(CNN) Saudi corruption case spells trouble for Trump highlights the reputation of Prince Alwaleed as a liberal. Quoting,
While the Saudi kingdom maintains that the arrests are part of a larger investigation into corruption, it’s hard not to wonder if Alwaleed’s mouth — rather than his financial transactions — is to blame for his current predicament. The prince, who is more moderate than the ruling leaders, has challenged them on a variety of issues, including the ban on women driving (years before it was lifted).
Writer David A. Andelman is seduced by the visible. It’s not a mouth, halitosis, stained teeth, or anything like it. We carry with our culture the idea that people act out of conviction. While the extremes of Islam may give the impression that every thought and movement in the Middle East stems from conviction, this is not actually true. Every mind contains a secular component. In the ME, it is tribal culture. Preceding by millennia the nation-state, tribal culture was the second extension of the Darwinian principle, beyond the individual and then beyond the village.
it is part of this culture that tribes combine forces to gain advantage over other tribes. These combinations form, dissolve, and reform in short years according to conflict limited only by potential short term reward and available energy.

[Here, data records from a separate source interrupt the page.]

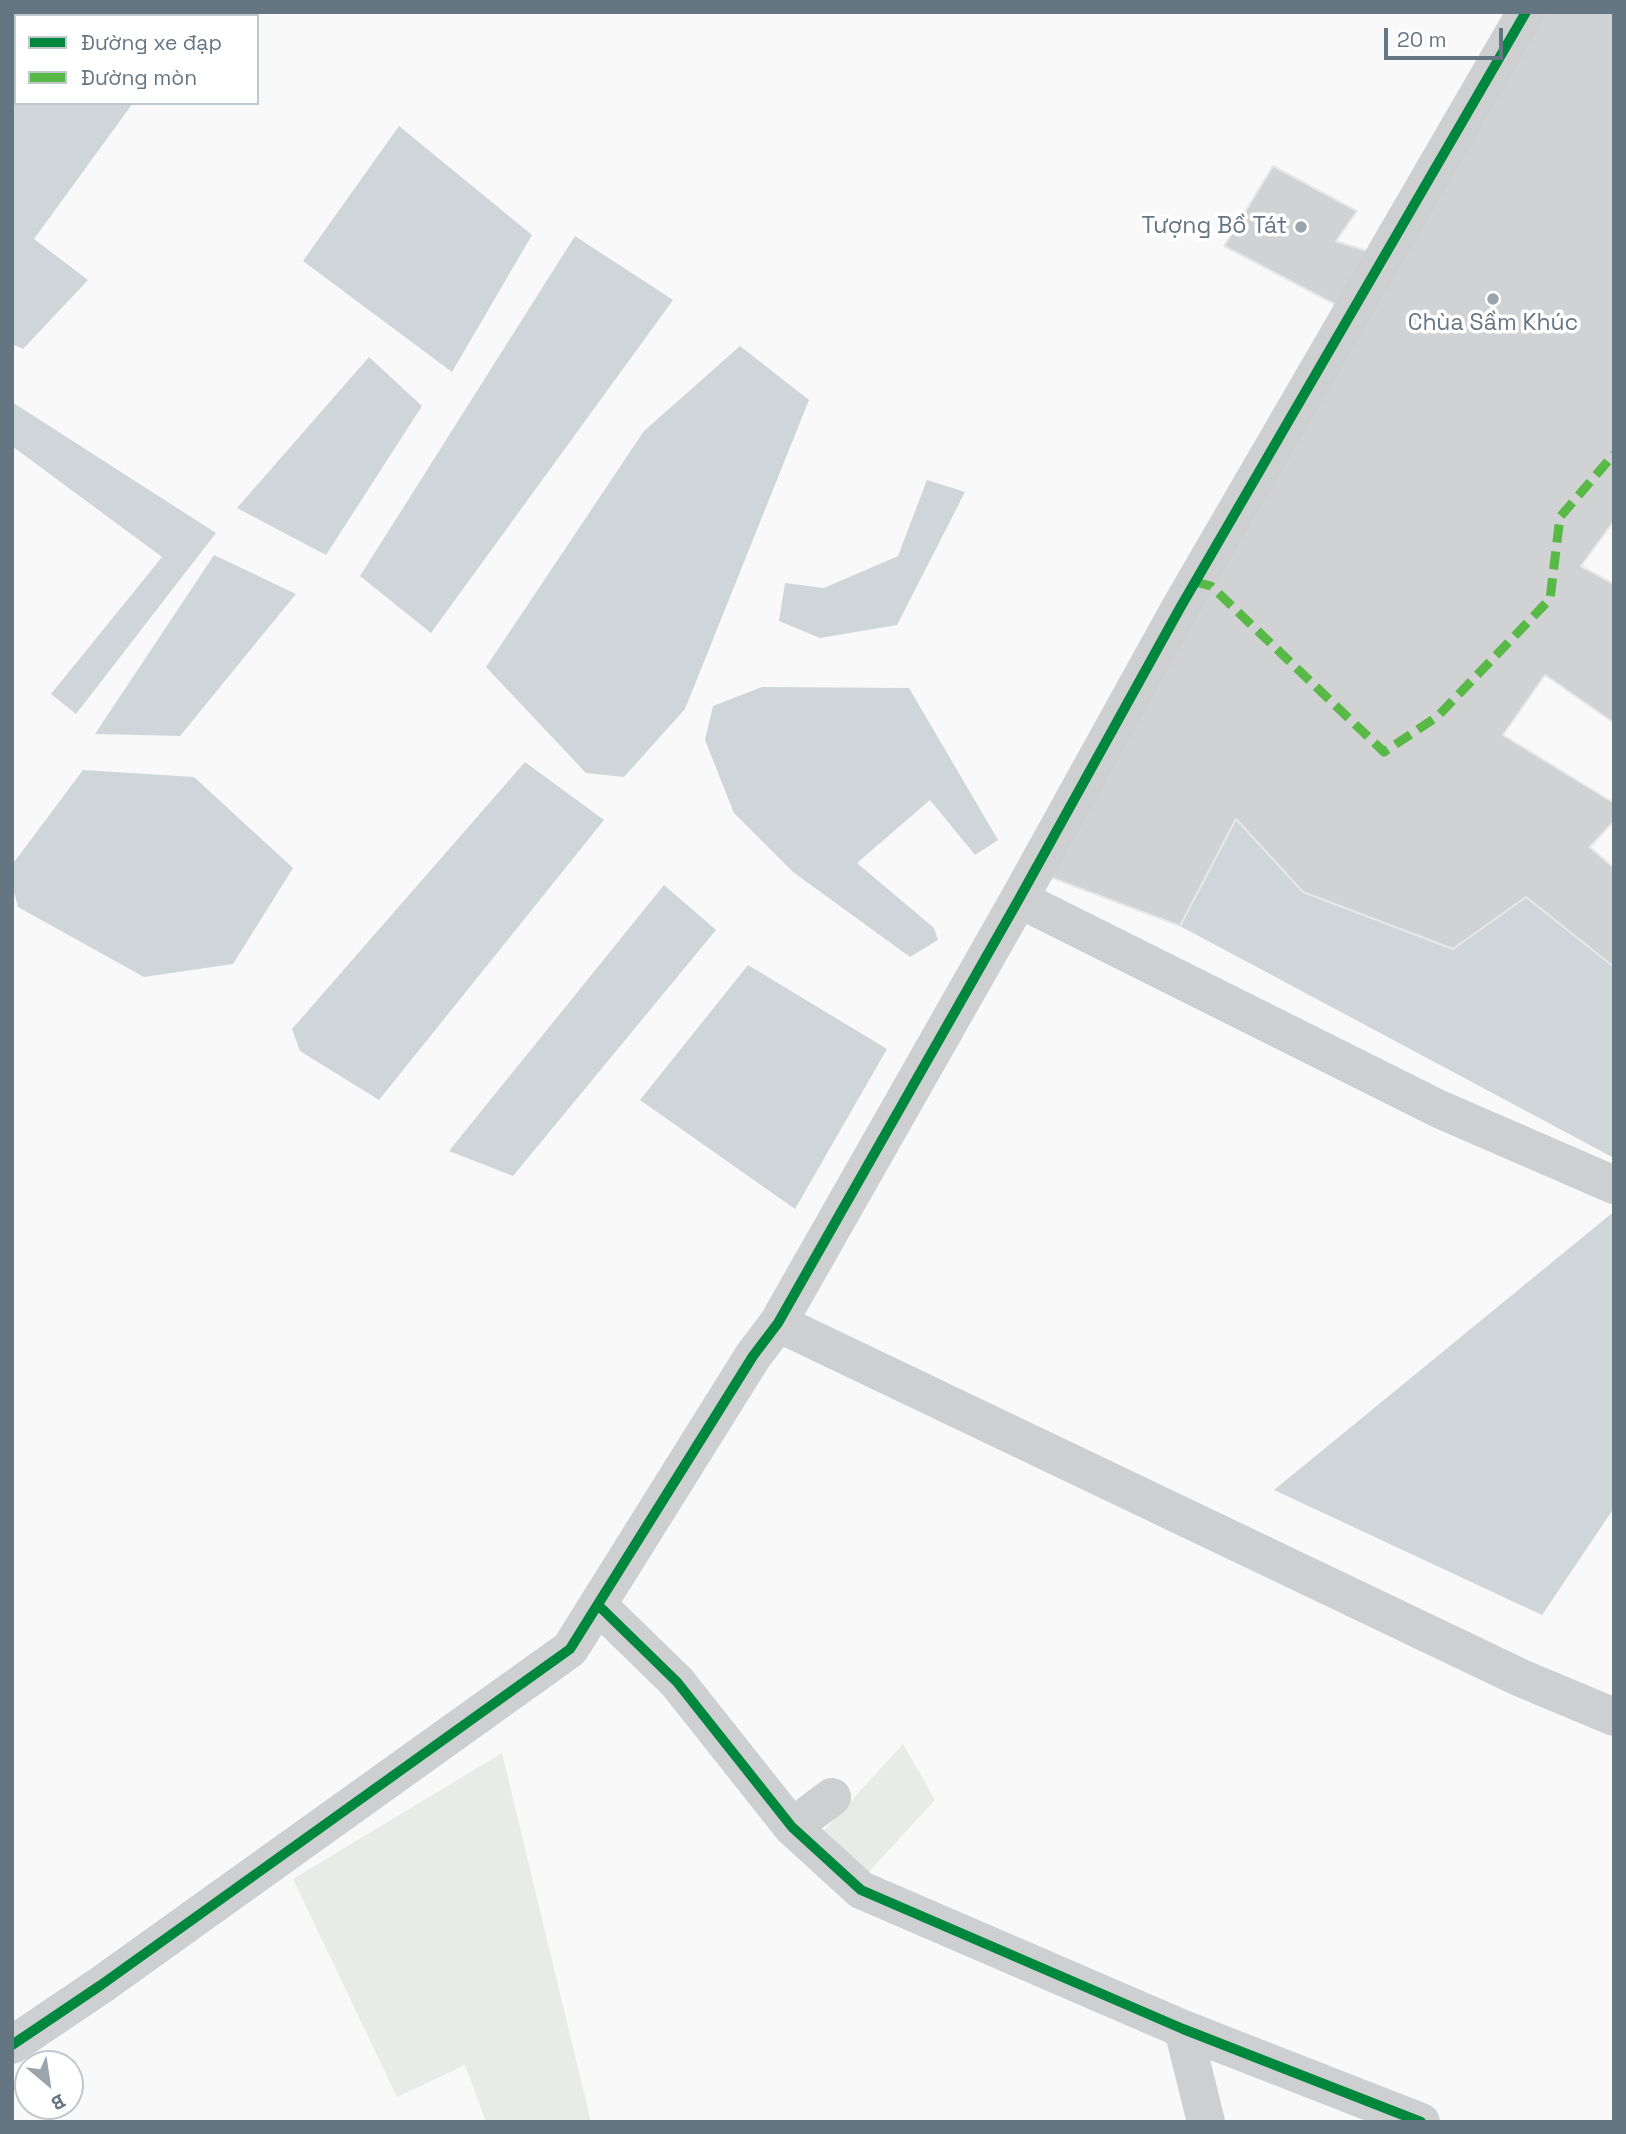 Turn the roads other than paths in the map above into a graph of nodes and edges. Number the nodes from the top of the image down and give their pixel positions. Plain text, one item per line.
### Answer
1 (1526, 12) edge
2 (1019, 899) junction
3 (1614, 1185) edge
4 (778, 1323) junction
5 (598, 1605) junction
6 (1614, 1717) edge
7 (832, 1797) dead end
8 (792, 1827) junction
9 (1183, 2029) junction
10 (12, 2045) edge
11 (1206, 2122) edge
12 (1421, 2122) edge

1 - 2 street
2 - 3 street
2 - 4 street
4 - 5 street
4 - 6 street
5 - 8 street
5 - 10 street
7 - 8 street
8 - 9 street
9 - 11 street
9 - 12 street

To the north of Saudi Arabia, in Syria, the principle is demonstrably active, in the eastern Sunni tribes who are willing to deal with Assad. To the south, in Yemen, the principle is active in the alliance of Ali Abdullah Saleh with the Houthis. Only ten years ago, Saleh was the Houthis’ greatest persecutor. The alliance is fraying. Switching sides is easily done, with shed blood vanquished by transparent oaths of convenience.
In Saudi Arabia, paved with petro-dollars, this primitive social system is challenged but still active. Sometimes a waning social system displays unexpected vitality in the face of existential challenge. A coup is not impossible.
Some possibilities, between which open-source cannot distinguish:
- Alwaleed, a liberal, was secretly dealing with conservative hardliners out of sheer self preservation.
- If the purge omitted Alwaleed, it would be logically impossible to reassure him about his own position, leaving him a loose cannon. Reforms would continually have to work around him.
- Alwaleed resents Prince Salman as a usurper.
- Alwaleed’s wealth could finance a coup.
- In combination with the above, Alwaleed’s wealth would be a handsome addition to the national treasury.
The fluidity of tribal allegiances, so unfamiliar to us, makes any combination of the above possible. Compare this with U.S. Congressional politics, where principle usually prohibits working constructively with the minority party.